**Working data:**
= = =

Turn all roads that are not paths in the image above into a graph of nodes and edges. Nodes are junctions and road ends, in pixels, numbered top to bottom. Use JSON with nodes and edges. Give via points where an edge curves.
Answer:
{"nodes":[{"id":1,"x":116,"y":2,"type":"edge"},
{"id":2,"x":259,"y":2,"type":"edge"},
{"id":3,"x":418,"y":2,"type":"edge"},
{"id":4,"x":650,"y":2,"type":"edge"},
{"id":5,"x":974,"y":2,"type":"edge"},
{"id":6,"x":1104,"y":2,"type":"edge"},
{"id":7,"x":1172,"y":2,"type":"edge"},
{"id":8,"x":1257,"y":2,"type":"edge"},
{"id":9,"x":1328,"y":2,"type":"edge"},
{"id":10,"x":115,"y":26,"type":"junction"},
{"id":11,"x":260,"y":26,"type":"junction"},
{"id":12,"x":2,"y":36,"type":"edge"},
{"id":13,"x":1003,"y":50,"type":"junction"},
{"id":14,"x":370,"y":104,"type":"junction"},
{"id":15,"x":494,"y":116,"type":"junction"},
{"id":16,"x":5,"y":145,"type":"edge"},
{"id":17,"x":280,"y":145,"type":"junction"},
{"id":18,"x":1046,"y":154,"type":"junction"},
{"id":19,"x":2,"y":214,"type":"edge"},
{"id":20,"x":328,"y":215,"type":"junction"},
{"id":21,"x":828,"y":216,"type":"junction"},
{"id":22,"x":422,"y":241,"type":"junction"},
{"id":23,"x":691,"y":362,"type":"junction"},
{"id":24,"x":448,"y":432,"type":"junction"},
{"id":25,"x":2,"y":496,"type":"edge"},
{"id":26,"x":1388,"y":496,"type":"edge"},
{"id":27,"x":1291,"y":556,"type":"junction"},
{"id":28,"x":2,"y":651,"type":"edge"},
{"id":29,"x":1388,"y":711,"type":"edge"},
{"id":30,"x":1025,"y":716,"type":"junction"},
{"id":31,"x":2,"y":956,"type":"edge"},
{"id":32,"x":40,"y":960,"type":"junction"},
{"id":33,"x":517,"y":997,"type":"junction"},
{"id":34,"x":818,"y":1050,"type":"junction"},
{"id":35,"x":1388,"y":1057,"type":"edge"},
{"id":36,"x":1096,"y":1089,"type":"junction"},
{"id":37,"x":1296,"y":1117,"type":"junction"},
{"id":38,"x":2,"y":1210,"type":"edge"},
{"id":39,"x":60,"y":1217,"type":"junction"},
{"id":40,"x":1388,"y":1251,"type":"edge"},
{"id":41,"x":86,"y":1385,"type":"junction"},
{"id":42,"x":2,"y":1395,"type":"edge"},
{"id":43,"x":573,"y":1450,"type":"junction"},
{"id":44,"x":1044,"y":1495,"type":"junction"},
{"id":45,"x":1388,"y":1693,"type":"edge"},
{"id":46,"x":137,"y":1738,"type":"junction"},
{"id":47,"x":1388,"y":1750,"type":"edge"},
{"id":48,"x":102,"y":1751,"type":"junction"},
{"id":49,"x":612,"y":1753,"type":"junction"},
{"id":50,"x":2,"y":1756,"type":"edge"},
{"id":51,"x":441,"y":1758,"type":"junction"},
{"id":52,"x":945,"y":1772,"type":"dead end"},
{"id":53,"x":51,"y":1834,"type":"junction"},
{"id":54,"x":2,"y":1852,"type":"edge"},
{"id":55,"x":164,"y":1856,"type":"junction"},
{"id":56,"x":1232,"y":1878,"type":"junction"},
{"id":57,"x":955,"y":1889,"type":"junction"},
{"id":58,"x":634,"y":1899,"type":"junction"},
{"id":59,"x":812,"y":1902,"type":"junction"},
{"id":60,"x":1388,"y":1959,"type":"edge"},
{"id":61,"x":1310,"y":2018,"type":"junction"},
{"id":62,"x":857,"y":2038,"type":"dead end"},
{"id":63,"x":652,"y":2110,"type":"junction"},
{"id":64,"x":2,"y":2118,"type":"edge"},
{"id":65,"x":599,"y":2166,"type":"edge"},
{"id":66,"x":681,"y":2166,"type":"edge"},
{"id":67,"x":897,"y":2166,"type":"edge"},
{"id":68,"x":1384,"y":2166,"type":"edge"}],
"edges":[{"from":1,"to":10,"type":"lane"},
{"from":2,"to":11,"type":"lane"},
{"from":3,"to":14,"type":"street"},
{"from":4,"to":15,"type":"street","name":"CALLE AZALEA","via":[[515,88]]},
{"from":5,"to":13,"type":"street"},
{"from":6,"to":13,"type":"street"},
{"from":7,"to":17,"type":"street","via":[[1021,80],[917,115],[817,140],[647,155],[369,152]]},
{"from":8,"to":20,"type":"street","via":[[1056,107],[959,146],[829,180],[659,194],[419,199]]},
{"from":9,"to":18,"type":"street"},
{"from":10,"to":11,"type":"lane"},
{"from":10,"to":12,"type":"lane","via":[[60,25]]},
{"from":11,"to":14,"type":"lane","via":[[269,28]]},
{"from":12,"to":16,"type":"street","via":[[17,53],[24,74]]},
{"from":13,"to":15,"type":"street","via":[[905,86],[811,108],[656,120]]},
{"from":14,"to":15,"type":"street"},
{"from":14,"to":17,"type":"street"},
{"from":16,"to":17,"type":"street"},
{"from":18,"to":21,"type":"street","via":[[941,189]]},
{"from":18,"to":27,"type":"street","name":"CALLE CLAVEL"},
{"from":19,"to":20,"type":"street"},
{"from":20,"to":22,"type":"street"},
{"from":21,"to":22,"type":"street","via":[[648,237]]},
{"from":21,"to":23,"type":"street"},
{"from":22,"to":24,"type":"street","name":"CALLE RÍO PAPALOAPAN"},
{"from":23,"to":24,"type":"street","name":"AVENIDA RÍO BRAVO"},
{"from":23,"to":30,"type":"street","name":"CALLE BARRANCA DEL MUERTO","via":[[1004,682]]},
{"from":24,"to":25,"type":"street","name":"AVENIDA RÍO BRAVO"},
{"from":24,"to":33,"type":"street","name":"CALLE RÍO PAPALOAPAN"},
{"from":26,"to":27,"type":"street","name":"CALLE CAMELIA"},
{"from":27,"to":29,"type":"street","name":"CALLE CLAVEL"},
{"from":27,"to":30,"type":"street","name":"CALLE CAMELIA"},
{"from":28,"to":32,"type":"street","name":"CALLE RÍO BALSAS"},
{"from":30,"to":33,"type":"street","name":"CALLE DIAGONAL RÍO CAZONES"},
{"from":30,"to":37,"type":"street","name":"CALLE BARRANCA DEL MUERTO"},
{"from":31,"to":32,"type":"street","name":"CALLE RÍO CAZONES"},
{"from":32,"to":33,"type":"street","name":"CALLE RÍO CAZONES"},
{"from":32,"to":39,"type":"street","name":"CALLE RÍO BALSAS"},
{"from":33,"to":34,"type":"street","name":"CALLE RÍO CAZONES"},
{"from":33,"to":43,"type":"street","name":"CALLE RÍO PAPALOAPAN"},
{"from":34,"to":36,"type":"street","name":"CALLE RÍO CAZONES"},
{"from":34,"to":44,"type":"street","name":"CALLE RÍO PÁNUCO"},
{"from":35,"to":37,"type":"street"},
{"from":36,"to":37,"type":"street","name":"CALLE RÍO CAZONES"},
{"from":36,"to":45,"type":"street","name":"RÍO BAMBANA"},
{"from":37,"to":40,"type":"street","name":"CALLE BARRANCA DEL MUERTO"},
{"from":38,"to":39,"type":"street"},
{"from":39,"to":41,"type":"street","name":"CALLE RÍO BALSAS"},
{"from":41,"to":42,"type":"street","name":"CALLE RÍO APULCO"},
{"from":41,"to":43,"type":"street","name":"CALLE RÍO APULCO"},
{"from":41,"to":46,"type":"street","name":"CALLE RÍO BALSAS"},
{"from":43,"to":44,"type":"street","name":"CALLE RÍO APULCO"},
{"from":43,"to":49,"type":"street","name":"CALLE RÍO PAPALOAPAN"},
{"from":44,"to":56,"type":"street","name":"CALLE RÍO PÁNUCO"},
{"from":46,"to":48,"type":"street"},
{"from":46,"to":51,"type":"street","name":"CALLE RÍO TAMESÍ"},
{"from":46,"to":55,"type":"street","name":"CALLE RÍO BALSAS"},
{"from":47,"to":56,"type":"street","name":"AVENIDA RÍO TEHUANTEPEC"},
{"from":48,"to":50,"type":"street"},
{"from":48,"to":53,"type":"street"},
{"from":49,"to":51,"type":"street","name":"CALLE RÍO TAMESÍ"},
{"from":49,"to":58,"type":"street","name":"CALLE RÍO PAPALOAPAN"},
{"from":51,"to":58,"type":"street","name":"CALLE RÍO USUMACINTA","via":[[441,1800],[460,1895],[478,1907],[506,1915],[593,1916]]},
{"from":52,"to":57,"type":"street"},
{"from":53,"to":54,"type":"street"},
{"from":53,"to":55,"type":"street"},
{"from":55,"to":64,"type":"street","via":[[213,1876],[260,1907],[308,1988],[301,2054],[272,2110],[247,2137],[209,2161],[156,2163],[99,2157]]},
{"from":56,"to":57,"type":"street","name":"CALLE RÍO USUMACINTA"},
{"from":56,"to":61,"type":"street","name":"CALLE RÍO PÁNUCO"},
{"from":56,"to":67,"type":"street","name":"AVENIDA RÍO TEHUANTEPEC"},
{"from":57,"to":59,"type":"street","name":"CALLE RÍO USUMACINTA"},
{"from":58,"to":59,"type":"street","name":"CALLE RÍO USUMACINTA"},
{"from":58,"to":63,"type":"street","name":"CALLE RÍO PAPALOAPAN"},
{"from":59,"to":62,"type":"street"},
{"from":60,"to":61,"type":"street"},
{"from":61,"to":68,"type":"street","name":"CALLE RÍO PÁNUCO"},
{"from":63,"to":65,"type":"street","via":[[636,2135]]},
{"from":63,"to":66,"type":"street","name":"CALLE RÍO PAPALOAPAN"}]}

= = =

**Exercise directions:**
Check each line of the records above for the string "PÁNUCO", and report every line that has it.

**Written solution:**
{"from":34,"to":44,"type":"street","name":"CALLE RÍO PÁNUCO"},
{"from":44,"to":56,"type":"street","name":"CALLE RÍO PÁNUCO"},
{"from":56,"to":61,"type":"street","name":"CALLE RÍO PÁNUCO"},
{"from":61,"to":68,"type":"street","name":"CALLE RÍO PÁNUCO"},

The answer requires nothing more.